Posted Mon, Feb 10, 2014 by Xerin
It’s rare I talk about mobile gaming, because mobile gaming is a difficult topic to talk about. The issue is quality control on the mobile gaming platform. In the olden days, when handhelds were the dominant mobile market, games had to go through strict quality testing to hit store shelves. By strict quality testing, I actually mean a company had to have enough money to produce the plastic to make the carts and companies like Nintendo had a little bit of say in what was and wasn’t on their console.
This didn’t mean that some horrible games were produced, but it made a great breeding ground for awesome projects like Pokemon and The World Ends with You. With the mobile platform, games became a bit more… less filtered. You just had to adhere to the App Store (and eventually Google Play) standards in order to have your game listed. At this point, things like Angry Birds and Candy Crush Saga with big money behind them became popular with advertising, taking preexisting concepts and porting them to mobile.
Just to sidetrack the discussion a second, it’s important to know that a lot of popular games are just rebranded flash games. Angry Birds is actually a port of “Crush the Castle” which is a similar physics based game with the exact same weapons, exact same principles, and everything. This isn’t rare, as Farmville is an iteration of Farm Town. It’s important sometimes to understand the history behind some games.
Continuing on, Flappy Bird has recently brought up a storm of attention to mobile gaming. The developer pulled the game after it made it to the #1 position on the app store market. The game, itself, is hilariously simple. It’s simply an iteration on keeping the helicopter in the cave, except you have to get a bird through some pipes. The difficulty is in the programming of the game, the bird doesn’t move correctly and the pipe hit boxes are hilariously big.
The viral nature of the game got a ton of attention from people wondering why it’s at the #1 and then some people who were actively addicted to the game. A game so simple that almost anyone could play it because of how absolutely simple it was. Now it’s gone, the developer wanting no more of the attention.

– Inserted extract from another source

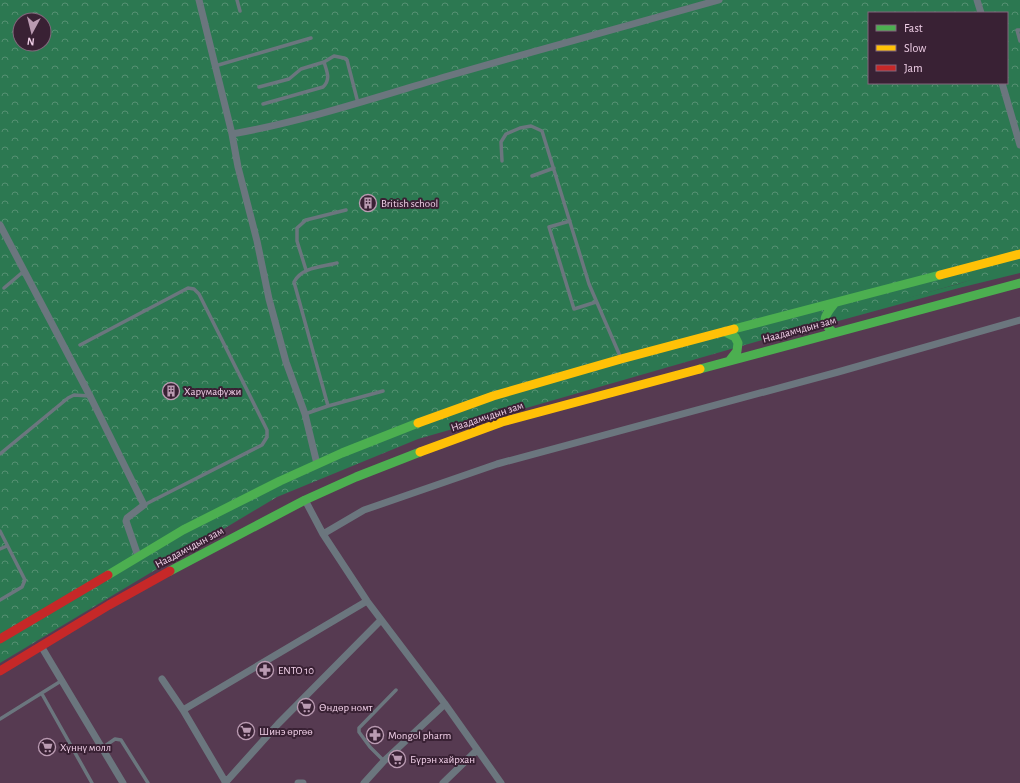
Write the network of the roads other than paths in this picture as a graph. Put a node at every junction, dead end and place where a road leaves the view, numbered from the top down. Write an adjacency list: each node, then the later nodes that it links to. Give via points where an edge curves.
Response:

Rumors abound though that bots were used to build its popularity, while others argue that its popularity is 100% organic. I’m not specifically sure which way myself, but what I’m here to talk about is the risk that Flappy Bird poses to the gaming market.

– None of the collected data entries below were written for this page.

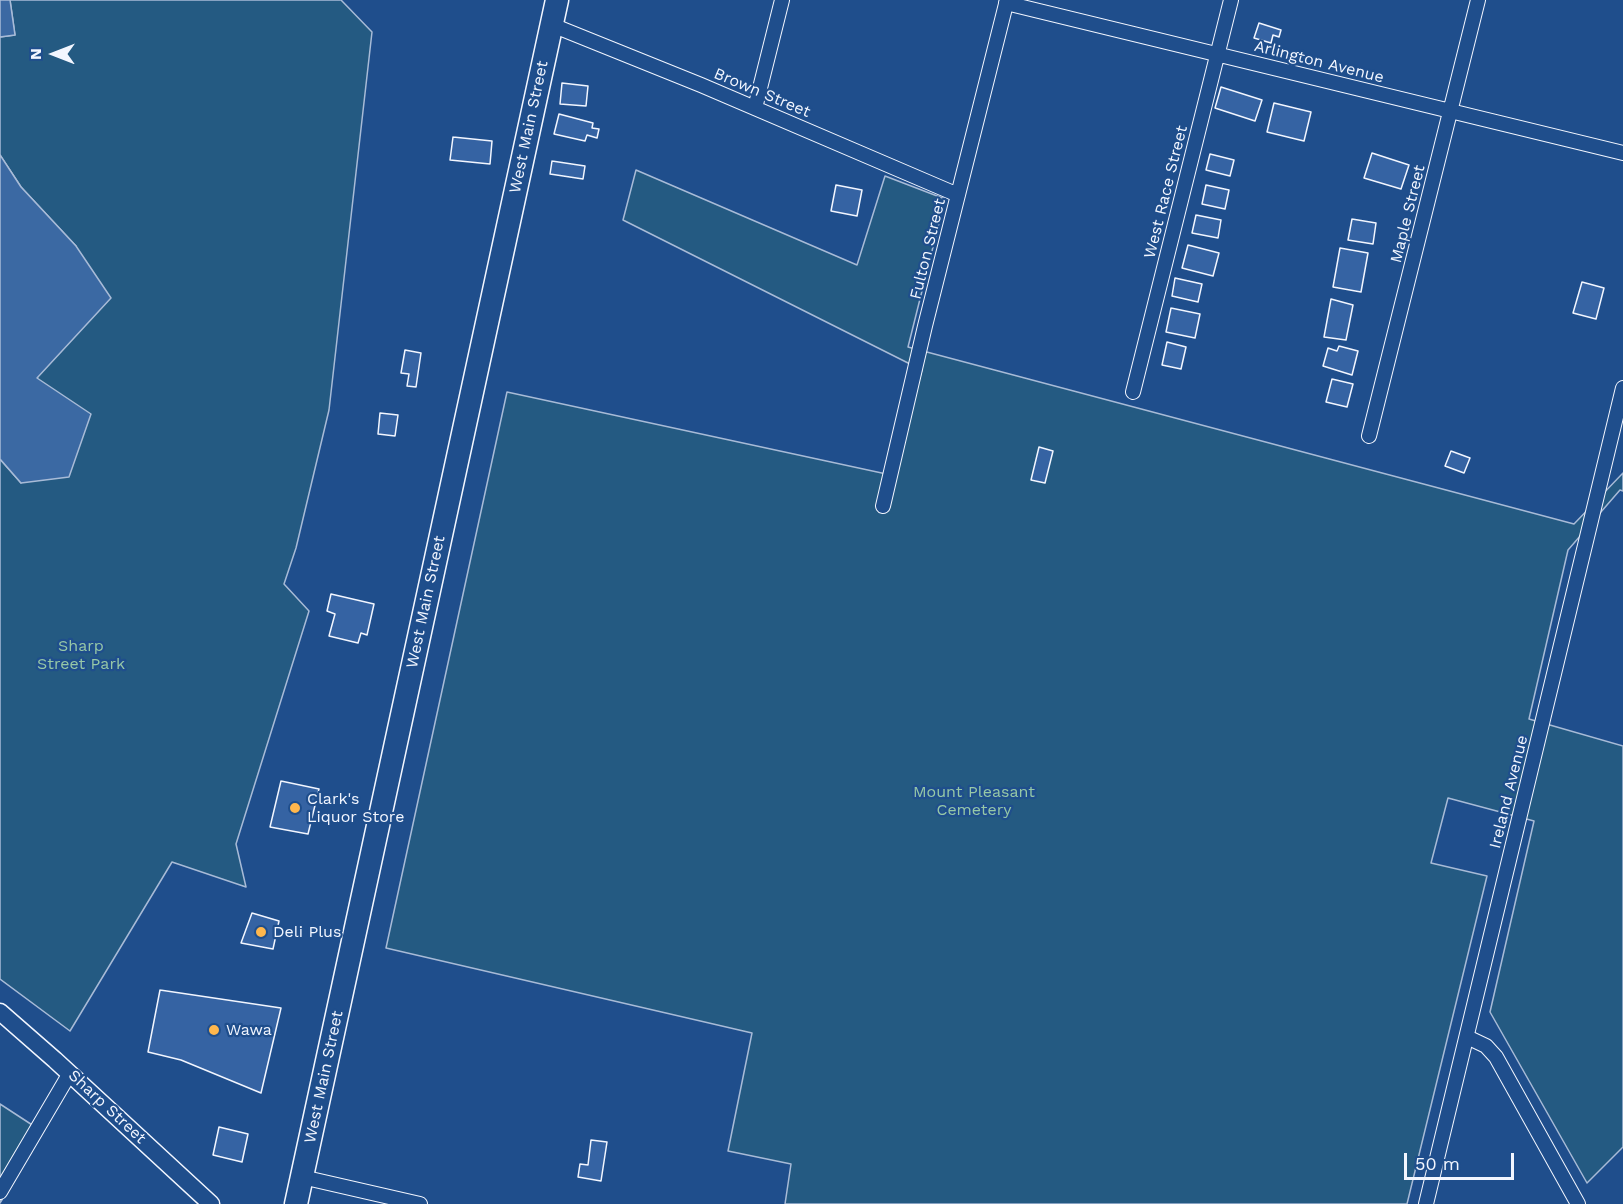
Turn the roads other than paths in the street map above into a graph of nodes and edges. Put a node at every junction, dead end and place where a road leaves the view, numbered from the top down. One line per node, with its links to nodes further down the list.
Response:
1 (557, 0): 6 (highway, West Main Street)
2 (782, 0): 8 (street)
3 (1231, 0): 7 (street, West Race Street)
4 (1478, 0): 9 (street, Maple Street)
5 (1007, 2): 7 (street, Arlington Avenue); 11 (street, Fulton Street)
6 (552, 25): 8 (street, Brown Street); 19 (highway, West Main Street)
7 (1218, 55): 9 (street, Arlington Avenue); 13 (street, West Race Street)
8 (755, 108): 11 (street, Brown Street)
9 (1451, 111): 10 (street, Arlington Avenue); 14 (street, Maple Street)
10 (1623, 153)
11 (958, 195): 15 (street, Fulton Street)
12 (1623, 388): 17 (street, Ireland Avenue)
13 (1133, 392)
14 (1369, 436)
15 (883, 506)
16 (0, 1012): 18 (street, Sharp Street)
17 (1467, 1037): 24 (street, Ireland Avenue); 25 (street)
18 (70, 1073): 20 (street); 21 (street, Sharp Street)
19 (302, 1177): 22 (highway, West Main Street); 23 (street)
20 (0, 1192)
21 (211, 1204)
22 (296, 1204)
23 (420, 1204)
24 (1426, 1204)
25 (1578, 1204)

We’re at sort of a crossroad here. Intellectual gameplay has fallen to the wayside for simpler and simpler gameplay. Even shooters have started dumbing themselves down for the mass market. MMOs hold your hand through every part of the game. Games are becoming more and more like interactive fiction instead of actual interactive gameplay.
Which is why we run the risk of reaching a point where games play themselves. Where we are content as a society pressing a single button and sticking to it. Gaming elitism could, as we know it, die and it’s all because of the viral nature of these simple games - proving to the market that simple sells. You can already see tons of Flappy Bird knockoffs in the top list on the App Store. Developers have rushed out to recreate the magic and as such, the store is populated with these crazy simple games.
From an MMO perspective, we have to be careful. Insanely careful really, that the market doesn’t crash down through the idea that “simple is good.” Because MMOs are a bit different then other games - players all want something different, but everyone wants to play. The mass market appeal of WoW isn’t the fact it was easy at launch, it was the fact that there was something for everyone (soloing, grouping, raiding, farming, etc.). It’s easy for us to forget these simple principles because the news has overtaken everything with “WoW’s mass market appeal is the ease of gameplay” and not “WoW’s mass market appeal is the diversity of activities for players of all skill levels.”
I’ll leave the discussion here, but I will say that we, as an MMO community, should make sure that developers understand that we want challenge. We want varying degrees of challenge. Games like Pantheon are awesome because they are showing that players want challenge, not just mindless questing breadcrumbing.
Just remember - developers listen and we must make sure that games provide a challenge, and not let the media push our opinion by exploiting viral trends.